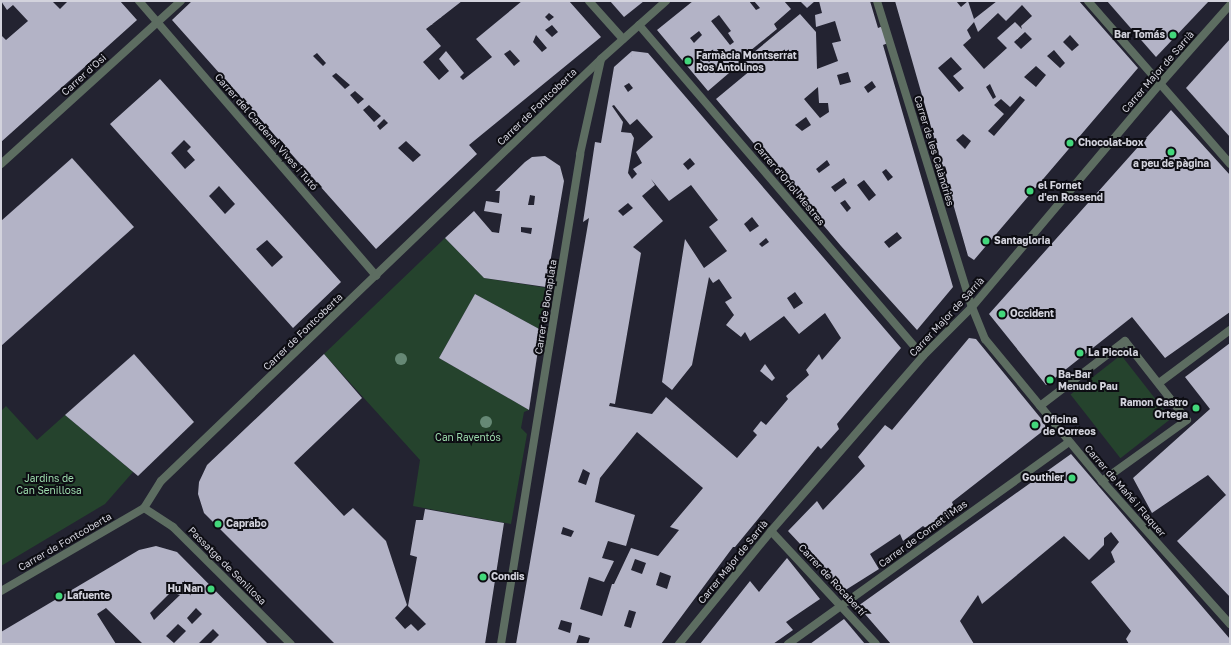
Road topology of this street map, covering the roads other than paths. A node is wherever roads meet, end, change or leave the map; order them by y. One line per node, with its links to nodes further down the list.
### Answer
1 (139, 1): 8 (street, Carrer del Cardenal Vives i Tutó)
2 (181, 1): 8 (street, Carrer d'Osi)
3 (589, 1): 10 (street)
4 (666, 1): 9 (street)
5 (877, 1): 16 (street, Carrer de les Calàndries)
6 (1088, 1): 12 (street)
7 (1230, 5): 12 (street, Carrer Major de Sarrià)
8 (158, 22): 13 (street, Carrer d'Osi); 15 (street, Carrer del Cardenal Vives i Tutó)
9 (639, 25): 10 (street); 18 (street, Carrer d'Oriol Mestres)
10 (623, 39): 11 (street)
11 (601, 59): 15 (street, Carrer de Fontcoberta); 29 (street, Carrer de Bonaplata)
12 (1160, 84): 14 (street); 16 (street, Carrer Major de Sarrià)
13 (1, 164)
14 (1230, 164)
15 (376, 276): 23 (street, Carrer de Fontcoberta)
16 (972, 307): 18 (street, Carrer Major de Sarrià); 20 (street, Carrer de Mañé i Flaquer)
17 (1230, 330): 19 (street)
18 (923, 356): 24 (street, Carrer Major de Sarrià)
19 (1159, 383): 20 (street); 22 (street)
20 (1040, 406): 21 (street, Carrer de Mañé i Flaquer)
21 (1069, 442): 22 (street, Carrer de Mañé i Flaquer); 26 (street, Carrer de Cornet i Mas)
22 (1102, 482): 27 (street, Carrer de Mañé i Flaquer)
23 (144, 508): 25 (street, Carrer de Fontcoberta); 28 (street, Passatge de Senillosa)
24 (771, 531): 26 (street, Carrer de Rocabertí); 30 (street, Carrer Major de Sarrià)
25 (1, 591)
26 (842, 605): 31 (street, Carrer de Cornet i Mas); 32 (street, Carrer de Rocabertí)
27 (1230, 624)
28 (291, 644)
29 (501, 644)
30 (679, 644)
31 (788, 644)
32 (876, 644)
————————
WORK REQUEST> Write out the material above once more, word for word. Images stay out.

TASK ANSWER>
Road topology of this street map, covering the roads other than paths. A node is wherever roads meet, end, change or leave the map; order them by y. One line per node, with its links to nodes further down the list.
### Answer
1 (139, 1): 8 (street, Carrer del Cardenal Vives i Tutó)
2 (181, 1): 8 (street, Carrer d'Osi)
3 (589, 1): 10 (street)
4 (666, 1): 9 (street)
5 (877, 1): 16 (street, Carrer de les Calàndries)
6 (1088, 1): 12 (street)
7 (1230, 5): 12 (street, Carrer Major de Sarrià)
8 (158, 22): 13 (street, Carrer d'Osi); 15 (street, Carrer del Cardenal Vives i Tutó)
9 (639, 25): 10 (street); 18 (street, Carrer d'Oriol Mestres)
10 (623, 39): 11 (street)
11 (601, 59): 15 (street, Carrer de Fontcoberta); 29 (street, Carrer de Bonaplata)
12 (1160, 84): 14 (street); 16 (street, Carrer Major de Sarrià)
13 (1, 164)
14 (1230, 164)
15 (376, 276): 23 (street, Carrer de Fontcoberta)
16 (972, 307): 18 (street, Carrer Major de Sarrià); 20 (street, Carrer de Mañé i Flaquer)
17 (1230, 330): 19 (street)
18 (923, 356): 24 (street, Carrer Major de Sarrià)
19 (1159, 383): 20 (street); 22 (street)
20 (1040, 406): 21 (street, Carrer de Mañé i Flaquer)
21 (1069, 442): 22 (street, Carrer de Mañé i Flaquer); 26 (street, Carrer de Cornet i Mas)
22 (1102, 482): 27 (street, Carrer de Mañé i Flaquer)
23 (144, 508): 25 (street, Carrer de Fontcoberta); 28 (street, Passatge de Senillosa)
24 (771, 531): 26 (street, Carrer de Rocabertí); 30 (street, Carrer Major de Sarrià)
25 (1, 591)
26 (842, 605): 31 (street, Carrer de Cornet i Mas); 32 (street, Carrer de Rocabertí)
27 (1230, 624)
28 (291, 644)
29 (501, 644)
30 (679, 644)
31 (788, 644)
32 (876, 644)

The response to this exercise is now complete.